### WHAT IS REQUIRED
Scan the entries below and return each line that contains "Eveningwind".

### DATA SHOWN
────────────────
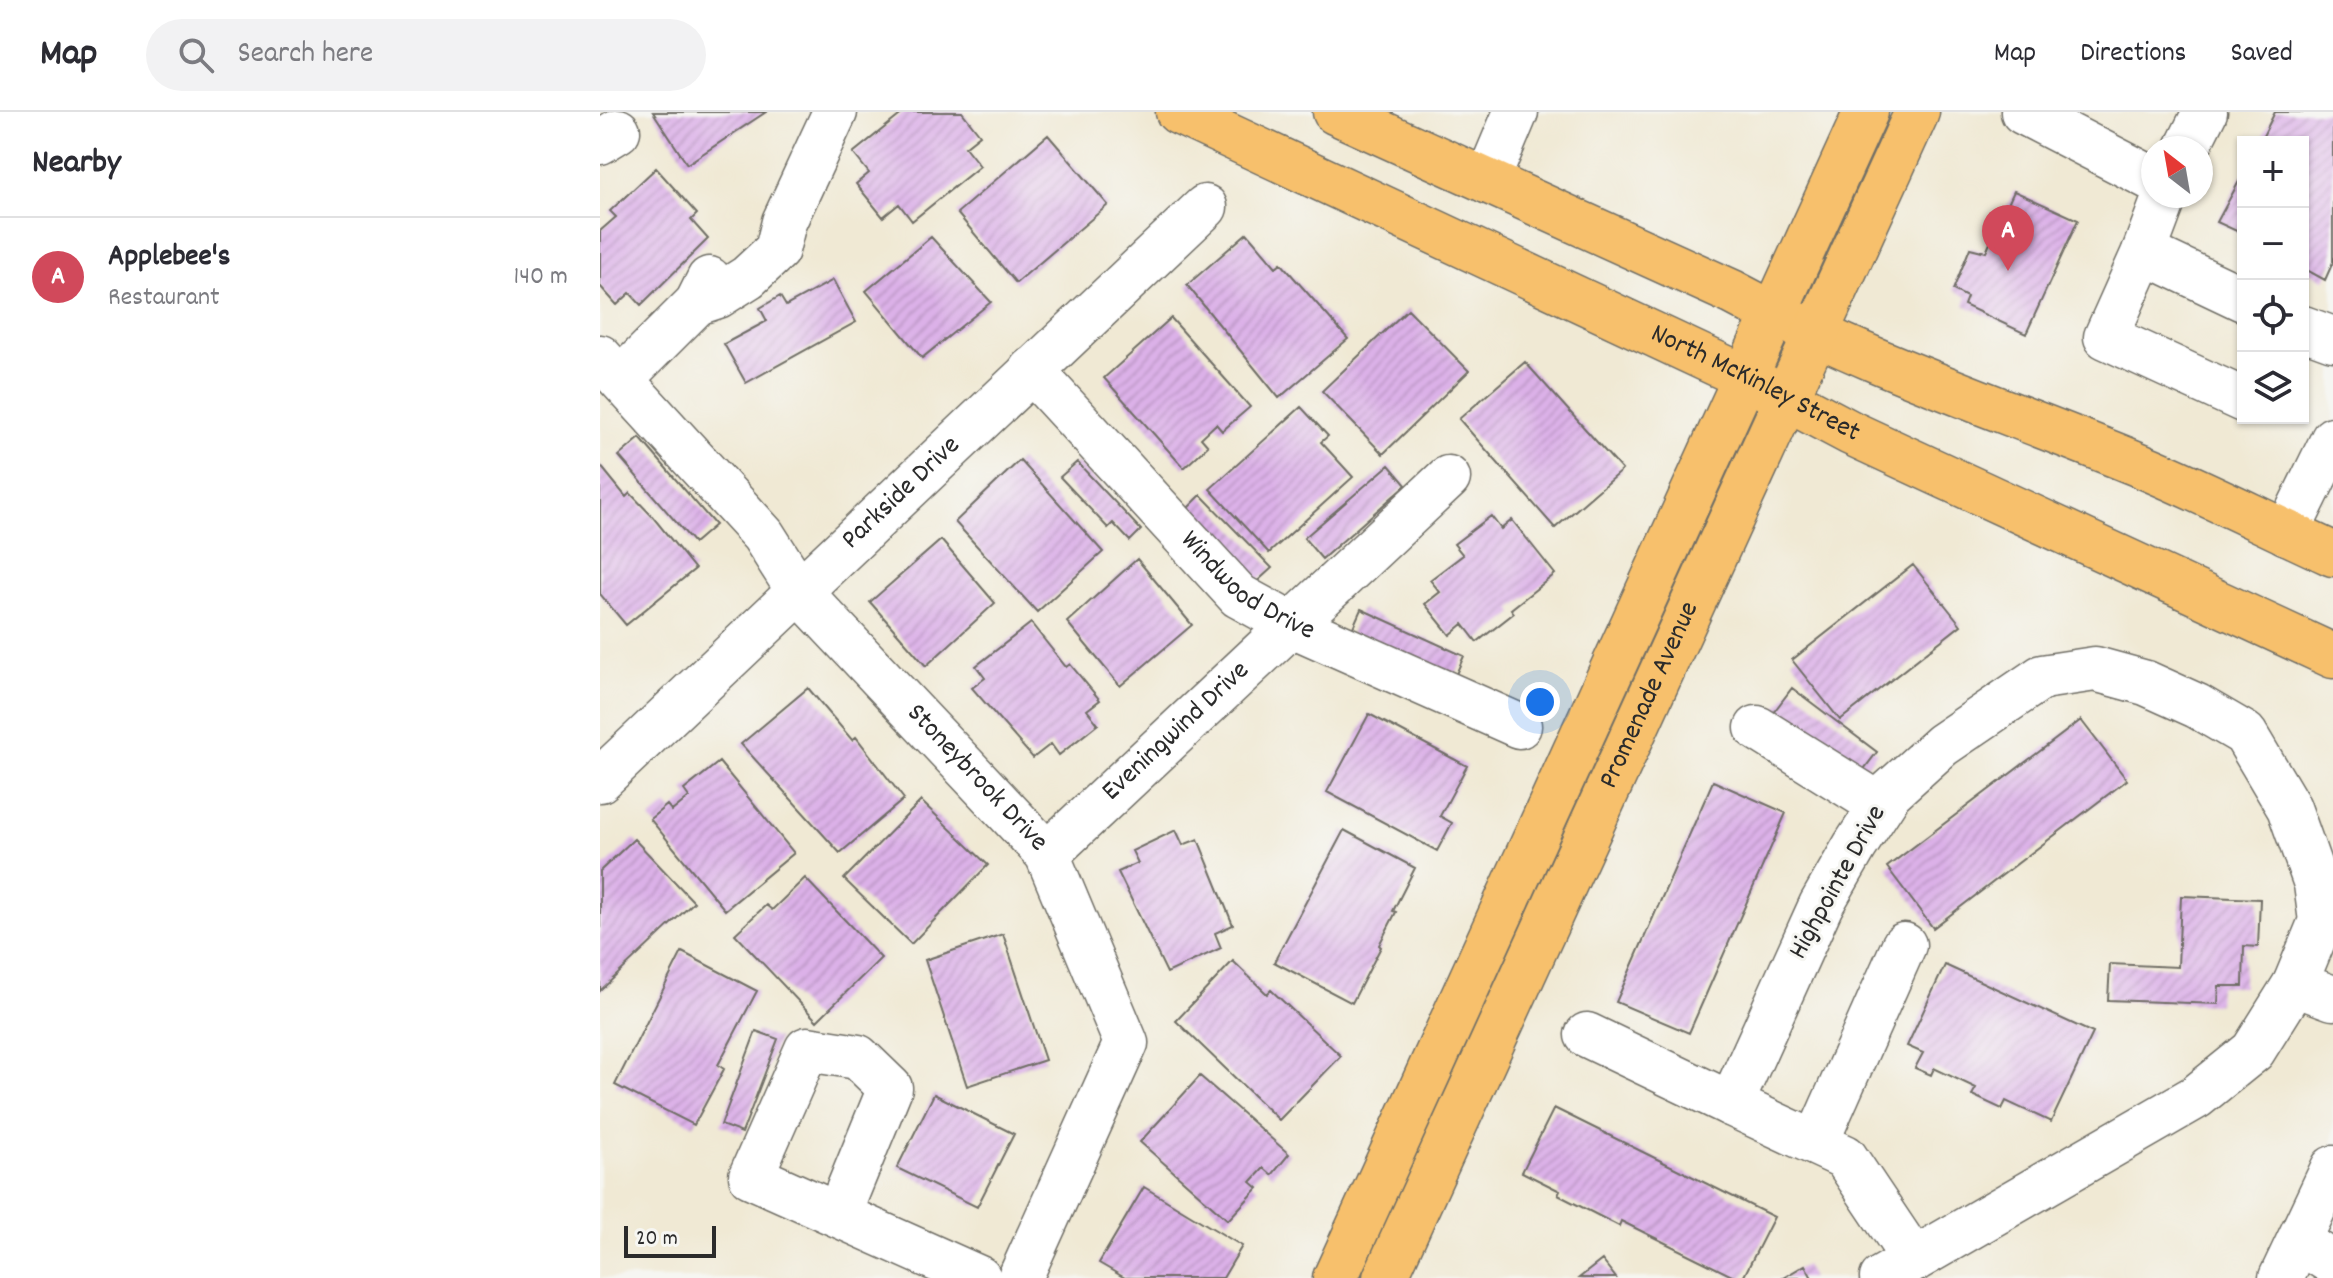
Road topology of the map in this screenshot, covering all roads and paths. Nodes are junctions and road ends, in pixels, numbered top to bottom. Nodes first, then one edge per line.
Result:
1 (835, 112) edge
2 (1178, 112) edge
3 (1335, 112) edge
4 (1516, 112) edge
5 (1866, 112) edge
6 (1917, 112) edge
7 (2205, 112) edge
8 (2036, 115) edge
9 (2193, 136) edge
10 (2141, 172) edge
11 (1487, 181) junction
12 (1205, 207) dead end
13 (2160, 208) edge
14 (2144, 252) junction
15 (2237, 296) edge
16 (1773, 314) junction
17 (2309, 330) edge
18 (1814, 332) junction
19 (2333, 339) edge
20 (610, 368) edge
21 (1031, 370) junction
22 (1747, 378) junction
23 (2237, 397) edge
24 (1787, 399) junction
25 (2333, 439) edge
26 (1448, 478) dead end
27 (2287, 533) junction
28 (2333, 554) edge
29 (798, 590) junction
30 (1290, 624) junction
31 (2333, 656) edge
32 (1519, 726) dead end
33 (1757, 728) dead end
34 (600, 734) edge
35 (645, 737) junction
36 (600, 780) edge
37 (1880, 805) junction
38 (1047, 854) junction
39 (2326, 937) edge
40 (1904, 945) dead end
41 (2314, 991) edge
42 (1587, 1035) dead end
43 (1731, 1104) junction
44 (1816, 1143) junction
45 (2333, 1168) edge
46 (838, 1215) dead end
47 (2304, 1261) edge
48 (1898, 1269) edge
49 (979, 1278) edge
50 (1020, 1278) edge
51 (1335, 1278) edge
52 (1385, 1278) edge

1 - 20 street
2 - 22 main road, North McKinley Street
3 - 11 main road
4 - 11 street
5 - 16 main road, Promenade Avenue
6 - 18 main road, Promenade Avenue
7 - 9 street
8 - 10 street
11 - 16 main road
12 - 21 street, Parkside Drive
13 - 14 street
14 - 15 street
14 - 23 street
16 - 18 main road
16 - 22 main road, Promenade Avenue
17 - 19 street
18 - 24 main road, Promenade Avenue
18 - 27 main road
20 - 29 street, Stoneybrook Drive
21 - 29 street, Parkside Drive
21 - 30 street, Windwood Drive
22 - 24 main road, North McKinley Street
22 - 51 main road, Promenade Avenue
24 - 31 main road, North McKinley Street
24 - 52 main road, Promenade Avenue
25 - 27 street
26 - 30 street, Eveningwind Drive
27 - 28 main road
29 - 35 street, Parkside Drive
29 - 38 street, Stoneybrook Drive
30 - 32 street, Windwood Drive
30 - 38 street, Eveningwind Drive
33 - 37 street
34 - 35 street
35 - 36 street, Parkside Drive
37 - 39 street, Highpointe Drive
37 - 43 street, Highpointe Drive
38 - 50 street, Stoneybrook Drive
39 - 41 street, Highpointe Drive
40 - 44 street
41 - 48 street, Highpointe Drive
42 - 43 street
43 - 44 street, Highpointe Drive
44 - 48 street, Highpointe Drive
45 - 47 street
46 - 49 street

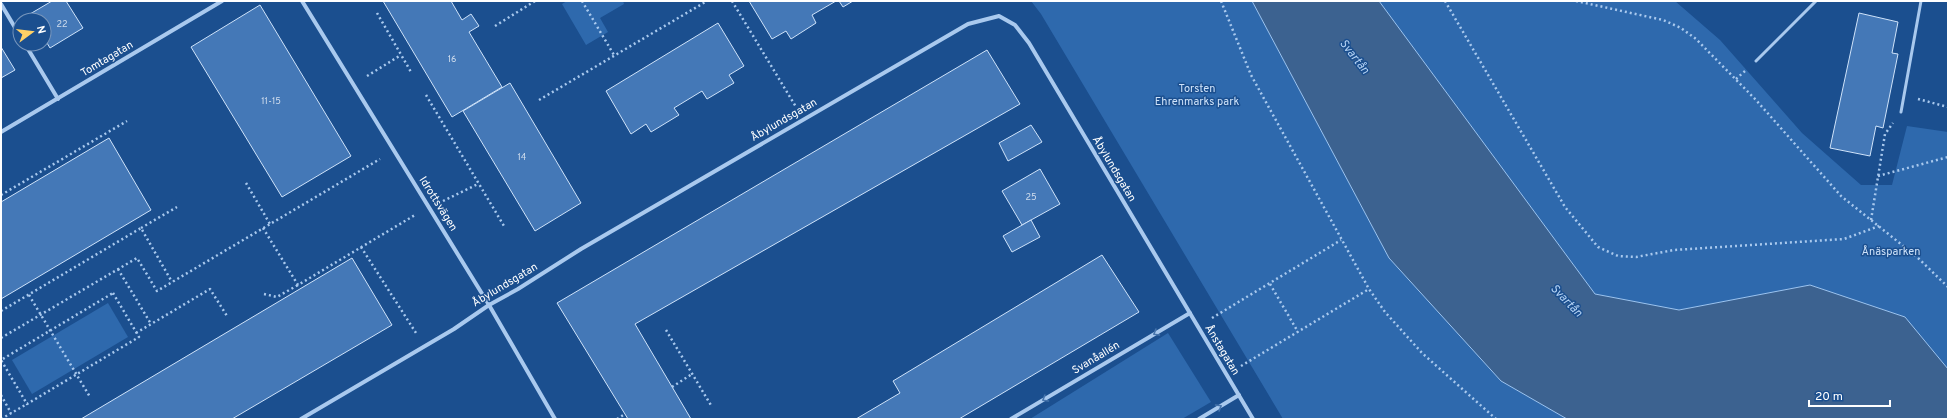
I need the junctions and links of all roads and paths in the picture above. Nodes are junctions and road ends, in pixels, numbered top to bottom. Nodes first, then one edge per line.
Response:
1 (222, 1) edge
2 (302, 1) edge
3 (535, 1) edge
4 (582, 1) edge
5 (707, 1) edge
6 (732, 1) edge
7 (1221, 1) edge
8 (1445, 1) edge
9 (1576, 1) edge
10 (1816, 1) edge
11 (1921, 1) edge
12 (1591, 3) edge
13 (1, 4) edge
14 (377, 13) dead end
15 (12, 23) edge
16 (494, 26) dead end
17 (30, 52) edge
18 (401, 55) junction
19 (614, 56) junction
20 (1756, 61) dead end
21 (411, 72) dead end
22 (353, 84) junction
23 (426, 95) dead end
24 (1904, 95) junction
25 (58, 99) junction
26 (539, 100) dead end
27 (1948, 107) edge
28 (1901, 112) joint
29 (803, 120) junction
30 (127, 121) dead end
31 (1, 132) edge
32 (394, 150) junction
33 (1948, 157) edge
34 (1878, 176) junction
35 (246, 184) dead end
36 (478, 184) junction
37 (1, 195) edge
38 (178, 207) dead end
39 (429, 208) junction
40 (1871, 220) junction
41 (270, 224) junction
42 (504, 226) dead end
43 (1879, 226) junction
44 (141, 228) junction
45 (263, 228) junction
46 (1341, 240) junction
47 (362, 247) junction
48 (118, 269) junction
49 (172, 282) junction
50 (1270, 284) junction
51 (298, 285) junction
52 (1948, 287) edge
53 (1369, 288) junction
54 (1176, 290) joint
55 (264, 294) dead end
56 (29, 295) junction
57 (489, 305) junction
58 (1, 311) edge
59 (1190, 313) junction
60 (41, 315) junction
61 (227, 316) dead end
62 (151, 324) junction
63 (1198, 326) junction
64 (50, 330) junction
65 (666, 330) dead end
66 (1298, 332) junction
67 (136, 333) junction
68 (1, 338) edge
69 (425, 346) junction
70 (76, 374) junction
71 (692, 374) junction
72 (1227, 375) junction
73 (672, 387) dead end
74 (1239, 395) junction
75 (1, 396) edge
76 (90, 397) dead end
77 (27, 404) junction
78 (712, 407) dead end
79 (11, 413) junction
80 (625, 414) dead end
81 (1, 419) edge
82 (301, 419) edge
83 (555, 419) edge
84 (617, 419) edge
85 (1011, 419) edge
86 (1199, 419) edge
87 (1253, 419) edge
88 (1496, 419) edge

1 - 25 street, Tomtagatan
2 - 22 street, Idrottsvägen
3 - 16 path
4 - 19 path
5 - 19 path
6 - 29 path
7 - 46 path
8 - 43 path
9 - 12 path
10 - 20 lane
11 - 24 lane
12 - 40 path
13 - 15 street
14 - 18 path
17 - 25 street
18 - 21 path
18 - 22 path
19 - 26 path
22 - 32 street, Idrottsvägen
23 - 36 path
24 - 27 path
24 - 28 lane
25 - 31 street, Tomtagatan
28 - 34 path
29 - 54 street, Åbylundsgatan
29 - 57 street, Åbylundsgatan
30 - 37 path
32 - 39 street, Idrottsvägen
32 - 41 path
33 - 34 path
34 - 40 path
35 - 41 path
36 - 39 path
36 - 42 path
38 - 44 path
39 - 47 path
39 - 57 street, Idrottsvägen
40 - 43 path
41 - 45 path
43 - 52 path
44 - 49 path
44 - 56 path
45 - 49 path
45 - 51 path
46 - 50 path
46 - 53 path
47 - 51 path
47 - 69 path
48 - 49 path
48 - 60 path
48 - 62 path
50 - 63 path
50 - 66 path
51 - 55 path
53 - 66 path
53 - 88 path
54 - 59 street, Ånstagatan
56 - 58 path
56 - 60 path
57 - 69 street, Åbylundsgatan
57 - 83 street, Idrottsvägen
59 - 63 street, Ånstagatan
59 -> 85 street, Svanåallén
60 - 64 path
60 - 68 path
61 - 62 path
62 - 67 path
63 - 72 street, Ånstagatan
64 - 67 path
64 - 70 path
64 - 77 path
65 - 71 path
66 - 72 path
67 - 70 path
69 - 82 street, Åbylundsgatan
70 - 76 path
70 - 77 path
71 - 73 path
71 - 78 path
72 - 74 street, Ånstagatan
86 -> 74 street
74 - 87 street, Ånstagatan
75 - 79 path
77 - 79 path
79 - 81 path
80 - 84 path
────────────────
### WRITTEN SOLUTION
26 - 30 street, Eveningwind Drive
30 - 38 street, Eveningwind Drive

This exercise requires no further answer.